Top of Exercise input

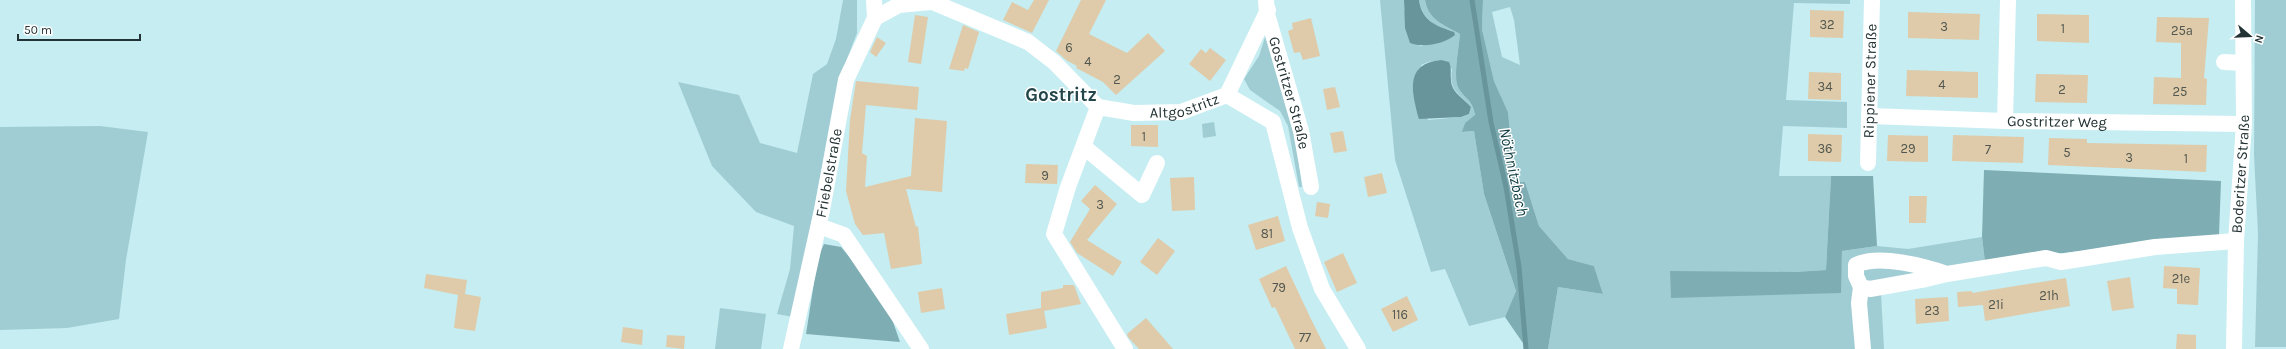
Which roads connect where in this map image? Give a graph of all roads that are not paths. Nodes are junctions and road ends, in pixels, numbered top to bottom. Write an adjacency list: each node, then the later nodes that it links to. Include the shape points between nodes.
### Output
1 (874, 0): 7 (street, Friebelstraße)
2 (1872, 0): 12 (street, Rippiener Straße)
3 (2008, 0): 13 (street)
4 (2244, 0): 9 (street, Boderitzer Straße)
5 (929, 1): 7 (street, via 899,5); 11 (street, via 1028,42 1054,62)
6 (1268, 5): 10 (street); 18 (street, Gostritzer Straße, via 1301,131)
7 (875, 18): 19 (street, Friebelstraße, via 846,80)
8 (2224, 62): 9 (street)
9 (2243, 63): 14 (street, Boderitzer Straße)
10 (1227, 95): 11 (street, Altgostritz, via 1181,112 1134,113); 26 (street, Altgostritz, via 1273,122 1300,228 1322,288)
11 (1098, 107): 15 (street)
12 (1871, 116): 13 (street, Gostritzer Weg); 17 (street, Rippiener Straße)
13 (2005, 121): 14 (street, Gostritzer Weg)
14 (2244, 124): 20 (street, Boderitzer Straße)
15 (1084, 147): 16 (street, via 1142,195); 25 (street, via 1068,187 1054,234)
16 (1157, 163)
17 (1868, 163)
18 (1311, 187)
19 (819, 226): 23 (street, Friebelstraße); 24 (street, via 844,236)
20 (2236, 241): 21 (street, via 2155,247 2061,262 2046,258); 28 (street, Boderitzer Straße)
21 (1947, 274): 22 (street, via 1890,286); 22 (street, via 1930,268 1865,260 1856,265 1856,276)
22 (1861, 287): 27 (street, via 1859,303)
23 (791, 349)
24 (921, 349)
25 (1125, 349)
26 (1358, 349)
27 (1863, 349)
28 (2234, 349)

Bottom of Exercise input

### [Exercise details]
The output has to match the data above line for line, except that pictures are dropped.

### [Your solution]
Which roads connect where in this map image? Give a graph of all roads that are not paths. Nodes are junctions and road ends, in pixels, numbered top to bottom. Write an adjacency list: each node, then the later nodes that it links to. Include the shape points between nodes.
### Output
1 (874, 0): 7 (street, Friebelstraße)
2 (1872, 0): 12 (street, Rippiener Straße)
3 (2008, 0): 13 (street)
4 (2244, 0): 9 (street, Boderitzer Straße)
5 (929, 1): 7 (street, via 899,5); 11 (street, via 1028,42 1054,62)
6 (1268, 5): 10 (street); 18 (street, Gostritzer Straße, via 1301,131)
7 (875, 18): 19 (street, Friebelstraße, via 846,80)
8 (2224, 62): 9 (street)
9 (2243, 63): 14 (street, Boderitzer Straße)
10 (1227, 95): 11 (street, Altgostritz, via 1181,112 1134,113); 26 (street, Altgostritz, via 1273,122 1300,228 1322,288)
11 (1098, 107): 15 (street)
12 (1871, 116): 13 (street, Gostritzer Weg); 17 (street, Rippiener Straße)
13 (2005, 121): 14 (street, Gostritzer Weg)
14 (2244, 124): 20 (street, Boderitzer Straße)
15 (1084, 147): 16 (street, via 1142,195); 25 (street, via 1068,187 1054,234)
16 (1157, 163)
17 (1868, 163)
18 (1311, 187)
19 (819, 226): 23 (street, Friebelstraße); 24 (street, via 844,236)
20 (2236, 241): 21 (street, via 2155,247 2061,262 2046,258); 28 (street, Boderitzer Straße)
21 (1947, 274): 22 (street, via 1890,286); 22 (street, via 1930,268 1865,260 1856,265 1856,276)
22 (1861, 287): 27 (street, via 1859,303)
23 (791, 349)
24 (921, 349)
25 (1125, 349)
26 (1358, 349)
27 (1863, 349)
28 (2234, 349)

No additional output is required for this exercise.